= Items from a data source =
--
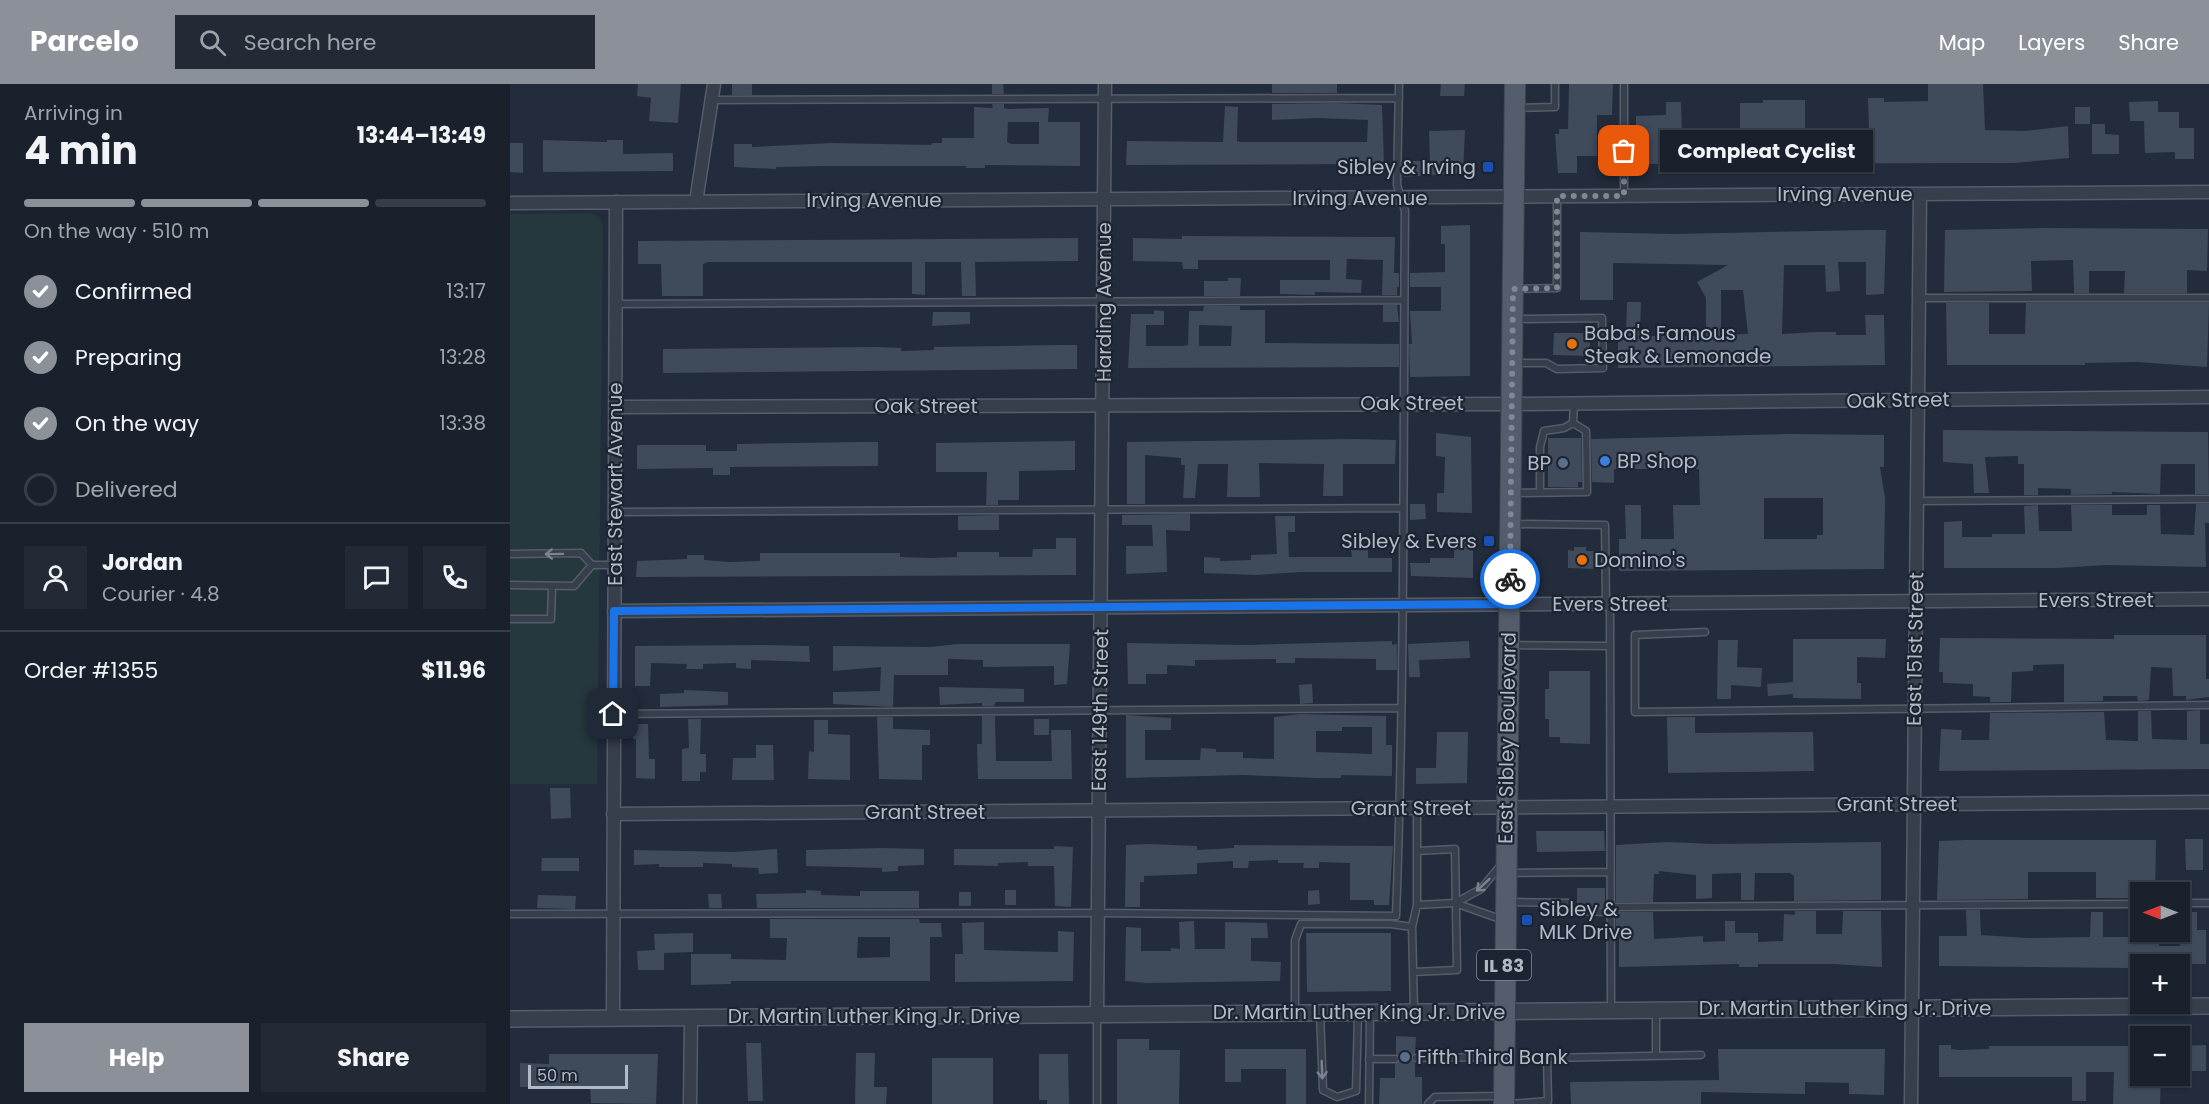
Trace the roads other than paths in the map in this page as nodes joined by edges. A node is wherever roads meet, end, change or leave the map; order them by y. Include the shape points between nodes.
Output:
1 (714, 84) edge
2 (1105, 84) edge
3 (1399, 84) edge
4 (1515, 84) edge
5 (1555, 84) edge
6 (1624, 84) edge
7 (1399, 98) junction
8 (711, 100) junction
9 (1105, 100) junction
10 (1515, 108) junction
11 (2209, 192) edge
12 (1920, 194) junction
13 (1557, 196) junction
14 (1624, 196) junction
15 (1401, 197) junction
16 (1513, 197) junction
17 (1105, 199) junction
18 (696, 201) junction
19 (616, 202) junction
20 (510, 203) edge
21 (1513, 289) junction
22 (1919, 298) junction
23 (2209, 298) edge
24 (1404, 300) junction
25 (1104, 302) junction
26 (616, 304) junction
27 (1512, 319) junction
28 (1512, 363) junction
29 (2209, 397) edge
30 (1918, 399) junction
31 (1405, 403) junction
32 (1574, 403) junction
33 (1512, 404) junction
34 (1104, 405) junction
35 (615, 407) junction
36 (1573, 423) junction
37 (1540, 492) junction
38 (1511, 493) junction
39 (2209, 499) edge
40 (1917, 501) junction
41 (1103, 508) junction
42 (1402, 508) junction
43 (615, 512) junction
44 (1510, 524) junction
45 (510, 554) edge
46 (592, 565) junction
47 (615, 565) junction
48 (510, 585) edge
49 (552, 586) junction
50 (2209, 599) edge
51 (1916, 601) junction
52 (1510, 604) junction
53 (1608, 604) junction
54 (1402, 605) junction
55 (1101, 608) junction
56 (614, 611) junction
57 (510, 619) edge
58 (1705, 632) dead end
59 (1509, 645) junction
60 (1610, 646) junction
61 (2209, 705) edge
62 (1400, 708) junction
63 (1915, 708) junction
64 (1100, 711) junction
65 (613, 714) junction
66 (2209, 802) edge
67 (1914, 804) junction
68 (1506, 807) junction
69 (1610, 807) junction
70 (1400, 808) junction
71 (1417, 808) junction
72 (1099, 810) junction
73 (613, 814) junction
74 (1417, 851) junction
75 (1505, 867) junction
76 (1610, 872) junction
77 (1455, 903) junction
78 (2190, 903) edge
79 (2209, 903) edge
80 (2130, 904) edge
81 (1417, 905) junction
82 (1913, 906) junction
83 (1610, 909) junction
84 (1504, 911) junction
85 (1098, 913) junction
86 (510, 914) edge
87 (613, 914) junction
88 (1412, 927) junction
89 (1413, 972) junction
90 (2209, 1006) edge
91 (1912, 1008) junction
92 (1656, 1009) junction
93 (1503, 1010) junction
94 (1611, 1010) junction
95 (1414, 1011) junction
96 (1295, 1012) junction
97 (1320, 1012) junction
98 (1364, 1012) junction
99 (1096, 1014) junction
100 (691, 1017) junction
101 (613, 1018) junction
102 (510, 1019) edge
103 (1701, 1055) dead end
104 (1656, 1056) junction
105 (1503, 1057) junction
106 (1416, 1058) dead end
107 (1370, 1059) junction
108 (1395, 1059) dead end
109 (1506, 1101) edge
110 (690, 1104) edge
111 (1097, 1104) edge
112 (1369, 1104) edge
113 (1428, 1104) edge
114 (1911, 1104) edge

1 - 8 street
2 - 9 street
3 - 7 lane
4 - 10 main road, East Sibley Boulevard / IL 83
5 - 10 lane via 1554,107
6 - 14 lane
7 - 9 lane
7 - 15 lane via 1397,185
8 - 9 lane
8 - 18 street
9 - 17 street
10 - 16 main road, East Sibley Boulevard / IL 83
11 - 12 street, Irving Avenue
12 - 14 street, Irving Avenue
12 - 22 street, East 151st Street
13 - 14 street, Irving Avenue
13 - 16 street, Irving Avenue
13 - 21 lane via 1557,288
15 - 16 street, Irving Avenue
15 - 17 street, Irving Avenue
15 - 24 lane via 1405,211
16 - 21 main road, East Sibley Boulevard / IL 83
17 - 18 street, Irving Avenue
17 - 25 street, Harding Avenue
18 - 19 street, Irving Avenue
19 - 20 street, Irving Avenue
19 - 26 street, East Stewart Avenue
21 - 27 main road, East Sibley Boulevard / IL 83
22 - 23 lane
22 - 30 street, East 151st Street
24 - 25 lane
24 - 31 lane
25 - 26 lane
25 - 34 street, Harding Avenue
26 - 35 street, East Stewart Avenue
27 - 28 main road, East Sibley Boulevard / IL 83
27 - 28 lane via 1602,318 1603,368 1557,369 1546,363
28 - 33 main road, East Sibley Boulevard / IL 83
29 - 30 street, Oak Street
30 - 32 street, Oak Street
30 - 40 street, East 151st Street
31 - 33 street, Oak Street
31 - 34 street, Oak Street
31 - 42 lane
32 - 33 street, Oak Street
32 - 36 lane
33 - 38 main road, East Sibley Boulevard / IL 83
34 - 35 street, Oak Street
34 - 41 street, East 149th Street
35 - 43 street, East Stewart Avenue
36 - 37 lane via 1544,430
36 - 37 lane via 1586,430 1587,492
37 - 38 lane
38 - 44 main road, East Sibley Boulevard / IL 83
39 - 40 lane
40 - 51 street, East 151st Street
41 - 42 lane
41 - 43 lane
41 - 55 street, East 149th Street
42 - 54 lane
43 - 47 street, East Stewart Avenue
44 - 52 main road, East Sibley Boulevard / IL 83
44 - 53 lane via 1605,525
46 -> 45 lane via 581,553
46 - 47 lane
46 - 49 lane via 574,586
47 - 56 street, East Stewart Avenue
48 - 49 lane
49 - 57 lane via 551,619
50 - 51 street, Evers Street
51 - 53 street, Evers Street
51 - 63 street, East 151st Street
52 - 53 street, Evers Street
52 - 54 street, Evers Street
52 - 59 main road, East Sibley Boulevard / IL 83
53 - 60 lane
54 - 55 street, Evers Street
54 - 62 lane
55 - 56 street, Evers Street
55 - 64 street, East 149th Street
56 - 65 street, East Stewart Avenue
58 - 63 lane via 1635,635 1635,712
59 - 60 lane
59 - 68 main road, East Sibley Boulevard / IL 83
60 - 69 lane
61 - 63 lane
62 - 64 lane
62 - 70 lane
63 - 67 street, East 151st Street
64 - 65 lane
64 - 72 street, East 149th Street
65 - 73 street, East Stewart Avenue
66 - 67 street, Grant Street
67 - 69 street, Grant Street
67 - 82 street, East 151st Street
68 - 69 street, Grant Street
68 - 71 street, Grant Street
68 - 75 main road, East Sibley Boulevard / IL 83
69 - 76 lane
70 - 71 street, Grant Street
70 - 72 street, Grant Street
70 - 85 lane via 1396,916
71 - 74 lane
72 - 73 street, Grant Street
72 - 85 street, East 149th Street
73 - 87 street, East Stewart Avenue
74 - 77 lane via 1455,849
74 - 81 lane
75 - 76 lane
75 -> 77 lane via 1481,889
75 - 84 main road, East Sibley Boulevard / IL 83
76 - 83 lane
77 - 81 lane
77 - 84 lane
77 - 89 lane via 1458,970
78 - 79 lane
80 - 82 lane
81 - 88 lane
82 - 83 lane
82 - 91 street, East 151st Street
83 - 84 lane via 1574,911 1569,903
83 - 94 lane
84 - 93 main road, East Sibley Boulevard / IL 83
85 - 87 lane
85 - 99 street, East 149th Street
86 - 87 lane
87 - 101 street, East Stewart Avenue
88 - 89 lane
88 - 96 lane via 1301,924 1295,940
89 - 95 lane
90 - 91 street, Dr. Martin Luther King Jr. Drive
91 - 92 street, Dr. Martin Luther King Jr. Drive
91 - 114 street, East 151st Street
92 - 94 street, Dr. Martin Luther King Jr. Drive
92 - 104 lane
93 - 94 street, Dr. Martin Luther King Jr. Drive
93 - 95 street, Dr. Martin Luther King Jr. Drive
93 - 105 main road, East Sibley Boulevard / IL 83
95 - 98 street, Dr. Martin Luther King Jr. Drive
96 - 97 street, Dr. Martin Luther King Jr. Drive
96 - 99 street, Dr. Martin Luther King Jr. Drive
97 - 98 street, Dr. Martin Luther King Jr. Drive
97 -> 98 lane via 1323,1090 1337,1096 1356,1091
98 - 107 lane
99 - 100 street, Dr. Martin Luther King Jr. Drive
99 - 111 lane
100 - 101 street, Dr. Martin Luther King Jr. Drive
100 - 110 street
101 - 102 street, Dr. Martin Luther King Jr. Drive
103 - 104 lane
104 - 109 lane via 1547,1058 1548,1101
105 - 106 lane
105 - 109 main road, East Sibley Boulevard / IL 83
107 - 108 lane
107 - 112 lane
109 - 113 lane via 1435,1097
--
= Activity =
Working through the records above, establish how many lines contain the string "Martin", and reply with the number by itself.

= Solution below =
12